(INPUT RECORDS Opens)

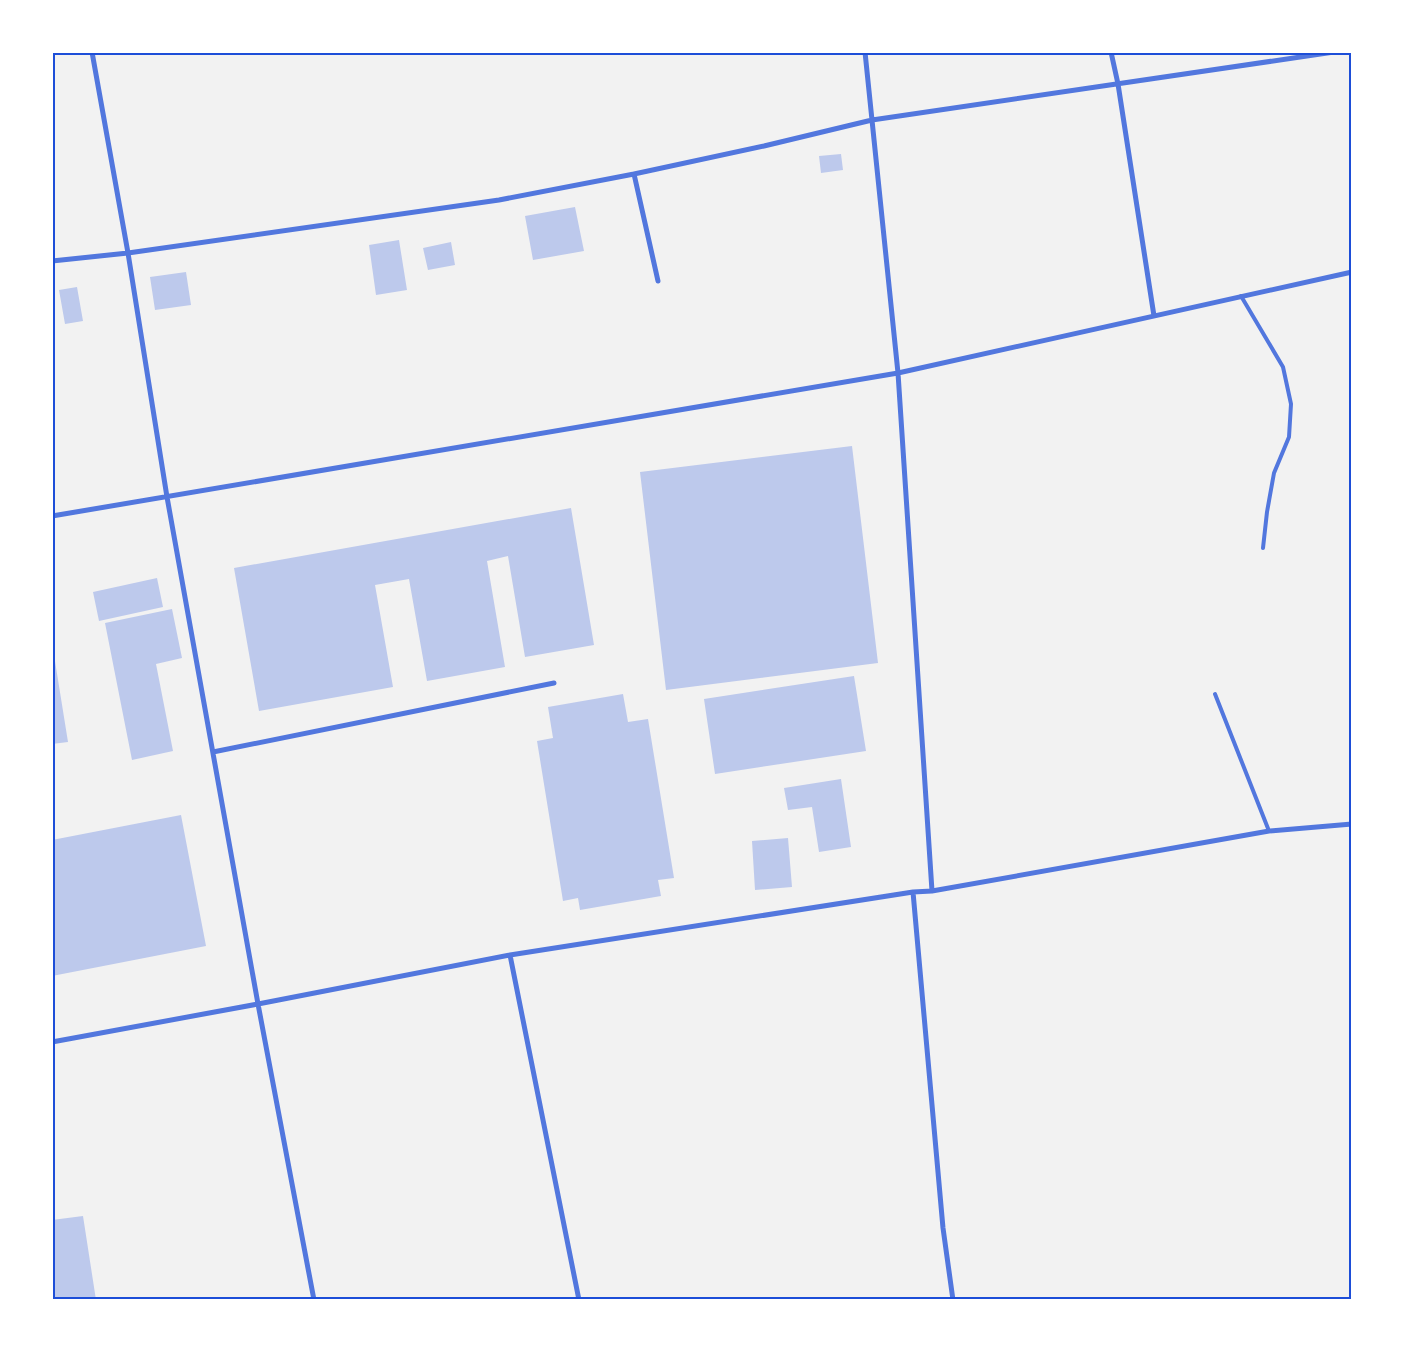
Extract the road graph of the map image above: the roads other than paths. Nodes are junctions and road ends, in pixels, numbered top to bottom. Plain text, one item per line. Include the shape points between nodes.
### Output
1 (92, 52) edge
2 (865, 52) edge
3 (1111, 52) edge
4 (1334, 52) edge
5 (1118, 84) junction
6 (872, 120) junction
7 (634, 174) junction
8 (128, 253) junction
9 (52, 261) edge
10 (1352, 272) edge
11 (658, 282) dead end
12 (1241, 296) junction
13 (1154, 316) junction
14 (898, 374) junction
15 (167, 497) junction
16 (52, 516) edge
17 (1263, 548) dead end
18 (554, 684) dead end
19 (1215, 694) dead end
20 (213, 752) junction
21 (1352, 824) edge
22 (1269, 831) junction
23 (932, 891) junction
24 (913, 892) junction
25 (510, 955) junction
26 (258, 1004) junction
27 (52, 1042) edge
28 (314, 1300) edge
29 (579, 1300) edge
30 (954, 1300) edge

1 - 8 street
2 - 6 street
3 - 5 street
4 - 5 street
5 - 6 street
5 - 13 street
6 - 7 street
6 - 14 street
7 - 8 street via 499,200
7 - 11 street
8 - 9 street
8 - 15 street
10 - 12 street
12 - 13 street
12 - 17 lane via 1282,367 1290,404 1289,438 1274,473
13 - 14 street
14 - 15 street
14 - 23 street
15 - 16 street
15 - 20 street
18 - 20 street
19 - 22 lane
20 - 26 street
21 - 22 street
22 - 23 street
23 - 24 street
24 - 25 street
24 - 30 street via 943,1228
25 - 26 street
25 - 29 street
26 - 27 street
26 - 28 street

(INPUT RECORDS Closes)
(INPUT RECORDS Opens)

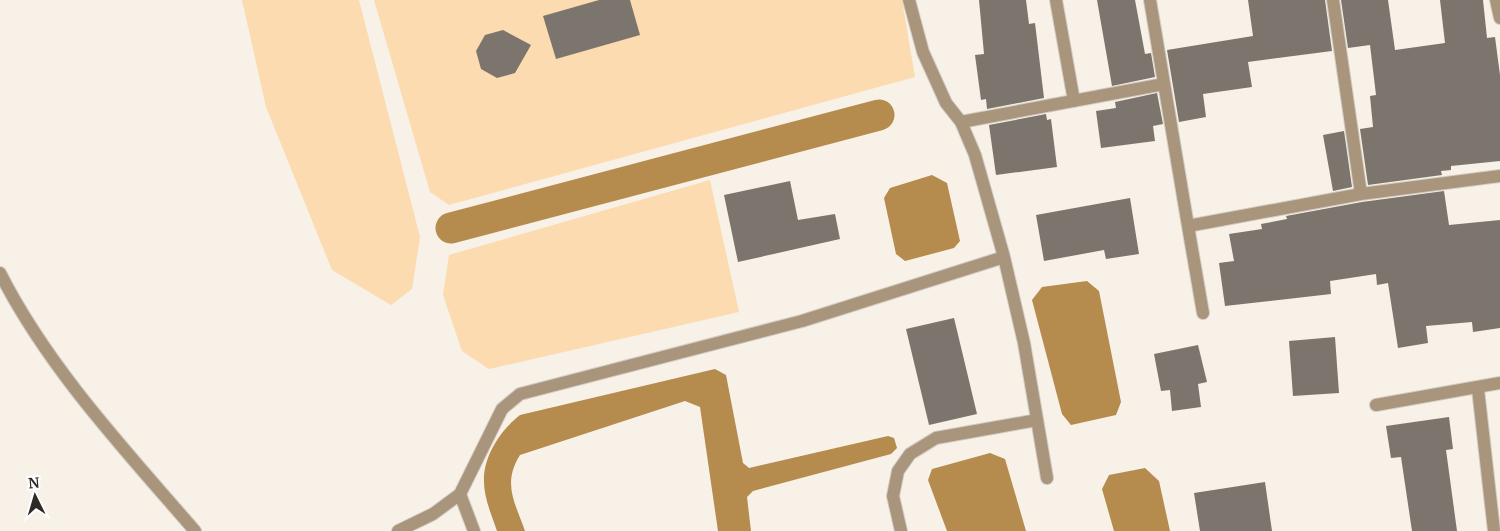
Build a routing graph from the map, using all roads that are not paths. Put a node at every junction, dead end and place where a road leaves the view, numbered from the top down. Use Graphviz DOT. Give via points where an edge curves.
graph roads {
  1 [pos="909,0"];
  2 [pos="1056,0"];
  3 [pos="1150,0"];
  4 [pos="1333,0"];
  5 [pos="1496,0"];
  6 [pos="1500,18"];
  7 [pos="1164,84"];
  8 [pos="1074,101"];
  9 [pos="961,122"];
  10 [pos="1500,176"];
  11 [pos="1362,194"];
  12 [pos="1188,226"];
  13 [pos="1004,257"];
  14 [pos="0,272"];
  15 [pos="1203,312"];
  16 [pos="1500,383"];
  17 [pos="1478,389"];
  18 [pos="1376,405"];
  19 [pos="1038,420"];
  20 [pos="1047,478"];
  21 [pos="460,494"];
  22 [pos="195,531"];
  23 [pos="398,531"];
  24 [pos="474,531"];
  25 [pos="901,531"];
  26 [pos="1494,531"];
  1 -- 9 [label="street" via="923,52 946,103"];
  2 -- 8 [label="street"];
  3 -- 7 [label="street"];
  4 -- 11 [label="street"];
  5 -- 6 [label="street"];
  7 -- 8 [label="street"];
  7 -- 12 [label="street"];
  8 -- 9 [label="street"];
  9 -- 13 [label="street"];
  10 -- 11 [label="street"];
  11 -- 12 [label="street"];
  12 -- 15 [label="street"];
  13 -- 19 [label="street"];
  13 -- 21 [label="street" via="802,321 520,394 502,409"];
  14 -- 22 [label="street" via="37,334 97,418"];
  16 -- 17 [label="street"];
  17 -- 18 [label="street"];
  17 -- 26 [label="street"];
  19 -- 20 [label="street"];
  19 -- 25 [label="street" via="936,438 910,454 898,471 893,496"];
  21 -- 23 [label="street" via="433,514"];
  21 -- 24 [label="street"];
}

(INPUT RECORDS Closes)
(INPUT RECORDS Opens)

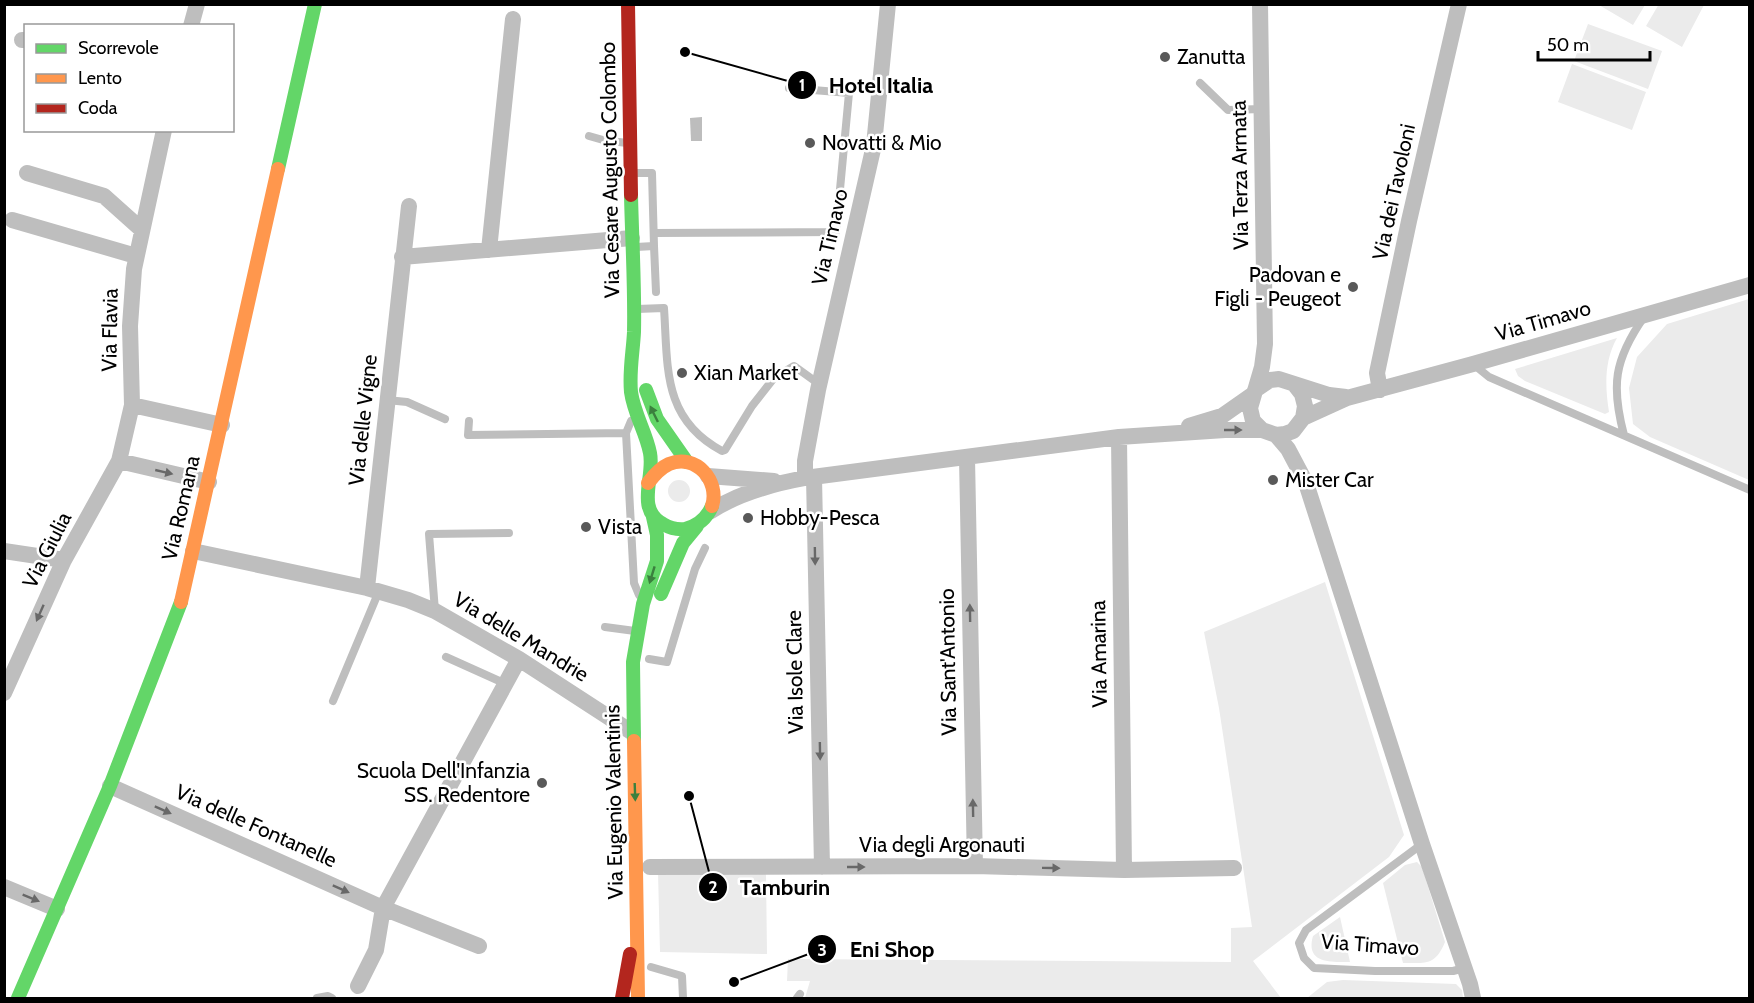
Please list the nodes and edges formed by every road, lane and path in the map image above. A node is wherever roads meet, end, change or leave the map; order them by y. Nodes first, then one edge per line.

(INPUT RECORDS Closes)

Whenever "nodes" occurs in a line above, copy that line.

Extract the road graph of the map image above: the roads other than paths. Nodes are junctions and road ends, in pixels, numbered top to bottom. Plain text, one item per line. Include the shape points between nodes.
Please list the nodes and edges formed by every road, lane and path in the map image above. A node is wherever roads meet, end, change or leave the map; order them by y. Nodes first, then one edge per line.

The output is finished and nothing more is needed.